Having a Christmas budget is so crucial for gift giving, but sometimes, the cost of gifts isn't the problem. Running out to the store to pick up more bags, bows, tags, gift wrap and tape can cause your Christmas budget to swirl out of control. I've been there and done that, and years ago, Jason and I started thinking up more frugal, fun and green ideas to keep our costs down and our creative energy high.
We're still working our way through our excessive mountain of bows, tubes of wrapping paper and sheets of tissue paper that we bought in years past, but here are some of the ideas we've either done ourselves or are planning to do once our current stockpile runs out:
- Do you have kids in your life (nieces, nephews, sons, daughters, etc.)? Have them draw on plain paper grocery bags or heavy paper and use that for gift wrap. Even if they're only 1, they can still participate in this since most kids that age and up can hold a thick crayon and move it on paper. This is economical and fun for your kids to do, too.
- Newspaper and magazines - I can't stress this one enough! Use up all your magazines you get for free through the mail and newspapers you get for free from family and friends for this project. Free and gives a second purpose to these items.
|Bags we bought in bulk (we found green ones!)|
Also, note the homemade gift tag attached.
My husband is a creative genius!
- Buy plain brown paper bags in bulk from a craft supply store (like Joann's). Be sure to use a coupon and you can get several bags for a few dollars. Decorate the bags with rubber stamps and stickers and have the kids in your life join you for this activity, too.
- Make your own bags out of brown paper bags you get for free at the grocery store. Most grocers still have brown paper bags; you just have to request they use them when bagging your groceries. Again, decorate these bags with stickers, rubber stamps, drawings, or just leave them plain. This is FREE and gives a second purpose to these bags.

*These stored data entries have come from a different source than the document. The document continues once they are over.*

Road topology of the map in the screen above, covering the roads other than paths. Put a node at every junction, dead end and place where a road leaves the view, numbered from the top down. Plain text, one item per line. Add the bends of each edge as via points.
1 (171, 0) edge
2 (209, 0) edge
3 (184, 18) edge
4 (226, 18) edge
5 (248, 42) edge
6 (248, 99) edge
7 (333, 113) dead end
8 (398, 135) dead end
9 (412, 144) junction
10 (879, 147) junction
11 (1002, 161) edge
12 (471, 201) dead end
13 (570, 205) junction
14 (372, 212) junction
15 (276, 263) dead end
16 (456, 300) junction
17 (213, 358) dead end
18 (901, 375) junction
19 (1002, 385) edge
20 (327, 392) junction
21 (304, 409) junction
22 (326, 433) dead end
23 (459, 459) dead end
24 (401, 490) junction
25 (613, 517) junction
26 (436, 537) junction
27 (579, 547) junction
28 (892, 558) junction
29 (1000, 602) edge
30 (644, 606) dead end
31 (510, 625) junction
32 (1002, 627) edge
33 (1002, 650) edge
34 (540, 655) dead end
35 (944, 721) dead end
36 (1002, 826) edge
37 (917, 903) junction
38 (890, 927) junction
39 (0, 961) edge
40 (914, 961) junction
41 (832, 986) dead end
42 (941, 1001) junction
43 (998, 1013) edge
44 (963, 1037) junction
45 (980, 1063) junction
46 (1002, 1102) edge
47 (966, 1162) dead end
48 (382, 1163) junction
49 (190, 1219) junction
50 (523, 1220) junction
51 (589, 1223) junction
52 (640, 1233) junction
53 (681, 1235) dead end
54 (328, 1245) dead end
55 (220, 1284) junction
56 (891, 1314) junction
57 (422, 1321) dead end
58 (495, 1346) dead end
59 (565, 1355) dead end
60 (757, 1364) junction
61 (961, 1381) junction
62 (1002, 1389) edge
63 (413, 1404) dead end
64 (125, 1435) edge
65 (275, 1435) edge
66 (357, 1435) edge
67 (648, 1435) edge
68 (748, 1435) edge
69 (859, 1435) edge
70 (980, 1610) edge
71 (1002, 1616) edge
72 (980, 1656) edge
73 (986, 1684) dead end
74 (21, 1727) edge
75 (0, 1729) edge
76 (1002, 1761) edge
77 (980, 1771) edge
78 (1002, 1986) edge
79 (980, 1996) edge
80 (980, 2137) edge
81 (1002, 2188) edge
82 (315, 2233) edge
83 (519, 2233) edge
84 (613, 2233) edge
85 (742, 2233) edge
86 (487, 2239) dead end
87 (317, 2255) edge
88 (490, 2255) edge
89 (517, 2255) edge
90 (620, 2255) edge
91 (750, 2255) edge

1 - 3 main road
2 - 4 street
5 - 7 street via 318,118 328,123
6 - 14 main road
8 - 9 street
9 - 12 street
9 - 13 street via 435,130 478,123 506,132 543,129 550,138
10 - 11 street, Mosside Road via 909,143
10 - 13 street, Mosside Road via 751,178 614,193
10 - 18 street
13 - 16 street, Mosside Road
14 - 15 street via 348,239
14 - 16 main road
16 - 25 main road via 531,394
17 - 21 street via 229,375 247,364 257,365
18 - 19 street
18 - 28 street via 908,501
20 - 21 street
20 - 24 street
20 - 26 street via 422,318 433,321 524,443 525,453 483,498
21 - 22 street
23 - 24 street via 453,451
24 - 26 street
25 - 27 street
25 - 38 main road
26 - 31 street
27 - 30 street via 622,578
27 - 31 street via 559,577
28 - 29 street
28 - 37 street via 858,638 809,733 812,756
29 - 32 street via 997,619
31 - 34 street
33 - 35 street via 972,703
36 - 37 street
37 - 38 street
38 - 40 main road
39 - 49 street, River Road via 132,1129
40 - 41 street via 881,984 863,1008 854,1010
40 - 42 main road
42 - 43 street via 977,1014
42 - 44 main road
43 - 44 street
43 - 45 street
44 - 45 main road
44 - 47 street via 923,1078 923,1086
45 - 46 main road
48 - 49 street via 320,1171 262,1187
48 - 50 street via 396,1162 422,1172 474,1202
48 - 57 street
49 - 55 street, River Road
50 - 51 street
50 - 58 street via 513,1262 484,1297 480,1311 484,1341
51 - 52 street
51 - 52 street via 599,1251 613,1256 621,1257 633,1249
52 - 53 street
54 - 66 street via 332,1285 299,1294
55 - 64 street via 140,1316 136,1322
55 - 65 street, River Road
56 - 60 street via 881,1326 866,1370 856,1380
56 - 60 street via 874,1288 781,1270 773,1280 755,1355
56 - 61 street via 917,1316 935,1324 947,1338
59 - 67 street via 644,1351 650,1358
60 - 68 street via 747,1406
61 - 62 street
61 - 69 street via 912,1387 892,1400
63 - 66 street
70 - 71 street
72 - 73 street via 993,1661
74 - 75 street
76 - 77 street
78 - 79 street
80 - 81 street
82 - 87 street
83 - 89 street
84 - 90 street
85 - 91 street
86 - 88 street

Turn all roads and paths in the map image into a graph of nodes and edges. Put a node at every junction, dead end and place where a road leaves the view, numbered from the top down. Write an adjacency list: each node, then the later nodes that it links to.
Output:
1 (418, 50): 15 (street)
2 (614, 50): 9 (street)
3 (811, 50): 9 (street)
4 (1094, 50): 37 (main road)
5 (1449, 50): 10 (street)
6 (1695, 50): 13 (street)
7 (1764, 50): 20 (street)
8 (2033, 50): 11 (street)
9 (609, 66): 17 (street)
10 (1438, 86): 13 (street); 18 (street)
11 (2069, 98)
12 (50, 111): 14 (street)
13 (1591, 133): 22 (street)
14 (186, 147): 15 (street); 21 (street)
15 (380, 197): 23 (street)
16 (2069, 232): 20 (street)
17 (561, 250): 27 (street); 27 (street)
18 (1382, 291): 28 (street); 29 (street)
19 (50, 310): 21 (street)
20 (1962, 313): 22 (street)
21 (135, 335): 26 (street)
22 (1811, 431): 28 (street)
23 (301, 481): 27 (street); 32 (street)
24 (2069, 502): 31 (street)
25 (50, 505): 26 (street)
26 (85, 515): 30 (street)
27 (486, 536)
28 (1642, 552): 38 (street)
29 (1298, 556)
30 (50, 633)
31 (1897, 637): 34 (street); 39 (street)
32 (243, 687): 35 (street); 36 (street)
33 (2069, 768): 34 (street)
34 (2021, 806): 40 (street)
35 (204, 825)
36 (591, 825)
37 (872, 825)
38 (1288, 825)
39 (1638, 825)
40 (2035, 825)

|Gift tags crafted from Christmas cards|
This just shows a few of the ones I've
created over the years. My
collection is quite extensive!
- Make your own gift tags from address label sheets or other sticky sheets.
- Use scraps of wrapping paper that you wouldn't be able to use to wrap a gift to make tags.
- Raid your crafting supplies and pull out glitter, markers, paints, construction paper, etc. Make your own gift tags. Jason and I did this some years ago, and it was so fun. He's such a genius - his looked so good! Mine... well let's just say, if we had kids, I would have gladly said my kids made mine (instead of admitting an adult had made them).
- This is my most favorite idea ever - get out the Christmas cards you received in past years or this year. Look at the front and see if you could cut out bits of the card to make gift tags. Just punch a hole near the top and use the back for the "to" and "from" distinctions. We've been doing this for several years, and last year, my mum asked me where I got the tag I used on her gift because she just loved it. When I told her I just cut it out from a Christmas card, she was in awe! Making gift tags this way is completely free and very green!
- Newspapers will come in handy here, too. Sheets of newspaper are a great substitution for tissue paper and much more friendly to your wallet.
- As with most things holiday-related (like gift wrap and tags), consider recycling tissue paper that you used in years past and this year. Tissue paper is usually good for several years.
- Jason and I aren't such a fan of using bows (Preston chews on them horrendously, and he's already managed to pull one completely off a gift that is under the tree!), so when we run out of our current supply, I think we might just be done with them for awhile. But if you like bows and don't have a cat or other creature ruining them, you can make bows out of magazine papers. Click here for a quick tutorial on this.
- If you don't have a surplus of magazines, you can still make your own homemade bows out of ribbon or regular paper. Joann's offers bow-making classes for around $10, or you can find tutorials on the internet like one I mentioned above.
Share with us: What packaging ideas have you used that were fun, frugal or green?